Second, the collective medical findings, most especially the findings of Drs. Collipp and McGuire in May and September 2003, respectively, are substantial evidence that any injuries McFadden suffered on the roof of the Nissan plant did not prevent him from working. Dr. Adams' perspective was the outlier.
Nor is Dr. Adams' purported report at A.R. 748 sufficient. That document may have been filled out by “the claimant,” not Dr. Adams. The Court has recited Dr. Adams' verified opinions above.
There may have been other illnesses or causes of pain that struck McFadden after September 2003 that would not qualify for coverage under Prudential's plan, but still resulted in his need for later procedures or prevented him from working. As late as eighteen months after his injury, though, the state of the evidence reasonably supported Prudential's decision.
In conclusion, Prudential's denial of benefits was supported by substantial evidence and was not arbitrary and capricious.
V. The Remaining Defendant
Granting summary judgment to Prudential leaves McFadden's former employer, defendant Encompass Mechanical Services Southeast, remaining on the docket sheet. And interspersed with his ERISA arguments, McFadden occasionally charges Encompass with unlawful termination. E.g., Docket No. 35, at 14.
That assertion cannot be resolved in this suit, which is solely an action to recover ERISA benefits. Page one of McFadden's complaint says that it is an “Employee Retirement Income Security Act (ERISA) Complaint.” Docket No. 1, at 1. The “Claims” section of that Complaint only takes issue with Prudential's denial of benefits, id. at 9–11, and the “Conclusion” and prayer for relief sections seek judgment and relief from Prudential only, id. at 46–47. McFadden's later pleadings confirm the nature of his suit. E.g., Docket No. 30, at 3 (“case No. 3:11–cv–108 is an ERISA case”)
and 6 (“the instant case is purely an ERISA case in which the Plaintiff seeks to acquire from Prudential his STD and LTD”).

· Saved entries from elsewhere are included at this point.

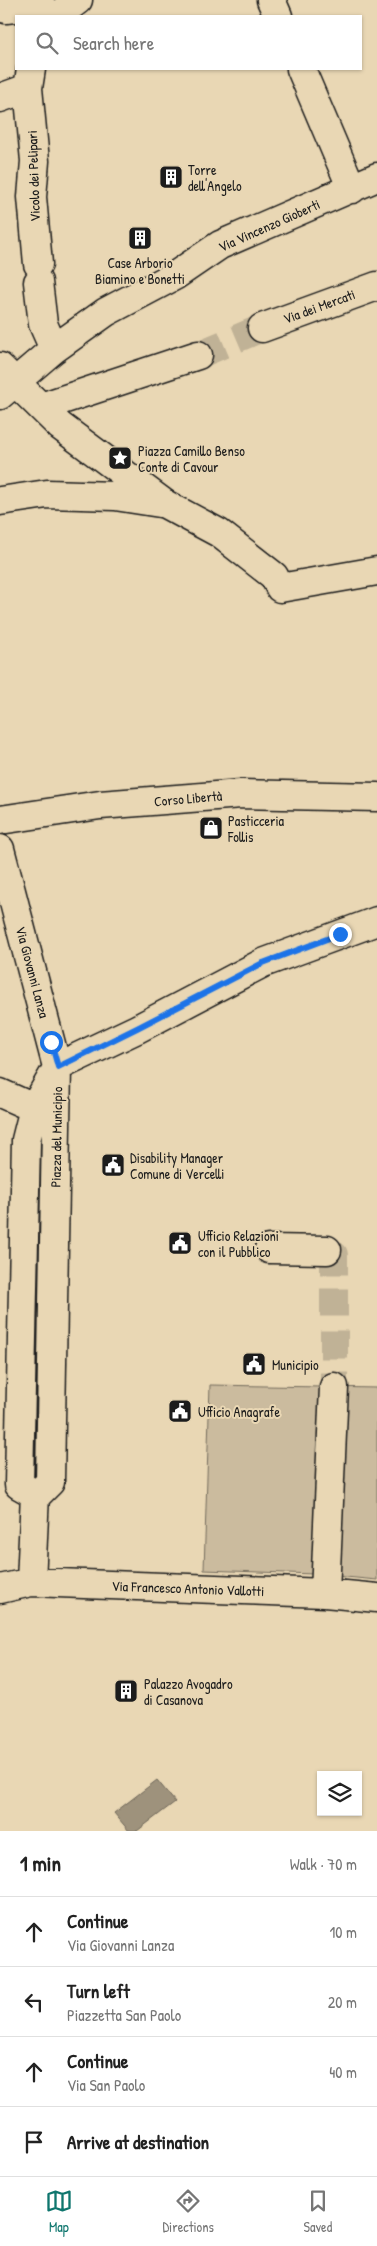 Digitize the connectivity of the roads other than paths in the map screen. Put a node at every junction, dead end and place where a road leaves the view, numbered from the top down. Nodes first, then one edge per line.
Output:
1 (78, 0) edge
2 (271, 0) edge
3 (6, 9) dead end
4 (46, 9) edge
5 (278, 15) edge
6 (301, 70) edge
7 (30, 78) edge
8 (0, 98) edge
9 (377, 177) edge
10 (352, 189) junction
11 (377, 286) edge
12 (262, 328) tunnel mouth
13 (54, 349) junction
14 (198, 355) tunnel mouth
15 (5, 381) edge
16 (40, 407) junction
17 (0, 501) edge
18 (165, 504) junction
19 (377, 571) edge
20 (377, 797) edge
21 (0, 820) edge
22 (0, 848) edge
23 (377, 921) edge
24 (58, 1067) junction
25 (0, 1093) edge
26 (34, 1108) junction
27 (270, 1249) dead end
28 (328, 1250) dead end
29 (12, 1339) edge
30 (334, 1387) tunnel mouth
31 (35, 1494) junction
32 (31, 1582) junction
33 (0, 1589) edge
34 (324, 1593) junction
35 (377, 1598) edge

1 - 4 street
2 - 5 street
3 - 4 street
6 - 10 street
7 - 8 street
7 - 13 street, Vicolo dei Pelipari
9 - 10 street, Via Vincenzo Gioberti
10 - 13 street, Via Vincenzo Gioberti
11 - 12 street, Via dei Mercati
13 - 15 street
14 - 16 street
15 - 16 street
16 - 18 street
17 - 18 street
18 - 19 street
20 - 21 street, Corso Libertà
22 - 24 street, Via Giovanni Lanza
23 - 24 street
24 - 26 street, Piazza del Municipio
24 - 31 street, Piazza del Municipio
25 - 26 street
26 - 29 street, Piazza del Municipio
27 - 28 street
29 - 31 street, Piazza del Municipio
30 - 34 street
31 - 32 street
32 - 33 street, Via Francesco Antonio Vallotti
32 - 34 street, Via Francesco Antonio Vallotti
34 - 35 street, Via Francesco Antonio Vallotti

See McFadden v. Abston et al., No. 3:06–cv–324–HTW–LRA, in which McFadden has sued his workers' compensation attorney, Nissan North America, Encompass, and other defendants, alleging a variety of claims. The Court observes that ERISA and ERISA-type claims are mentioned multiple times on that docket sheet, even though Prudential was never served. See Minute Entry dated October 10, 2007 and Docket No. 148. In addition, that suit was filed before Prudential's denials of coverage. This suit is the only proper ERISA suit pending in this District.
McFadden once argued that he sought relief from Encompass to the extent its actions or inaction affected Prudential's “responsibility to provide [STD] and [LTD] benefits to the Plaintiff under the Plan in question.” Id. at 4. During the summary judgment stage, though, Encompass's acts or omissions were not made an issue in the claim denial; Prudential defended its decision on the merits. McFadden'stheory will no longer suffice to keep Encompass as a defendant.
The fact that this is “purely an ERISA case” means Encompass must be dismissed, because in an action to recover ERISA benefits the health care plan is the only proper defendant. See Walker v. Kimberly–Clark Corp., No. 1:08–cv–146, 2010 WL 611007, *6 (N.D.Miss. Feb. 17, 2010) (collecting cases); Hill v. Aetna Life Ins. Co., 546 F.Supp.2d 343, 347–48 (S.D.Miss.2008). Whatever claims McFadden may have against Encompass are not the subject of this suit. Encompass will be dismissed.
VI. Conclusion
Prudential's motion for summary judgment [Docket No. 31] is granted. McFadden's motion for summary judgment [Docket No. 35] is denied. Encompass is dismissed. A separate Final Judgment will issue this day.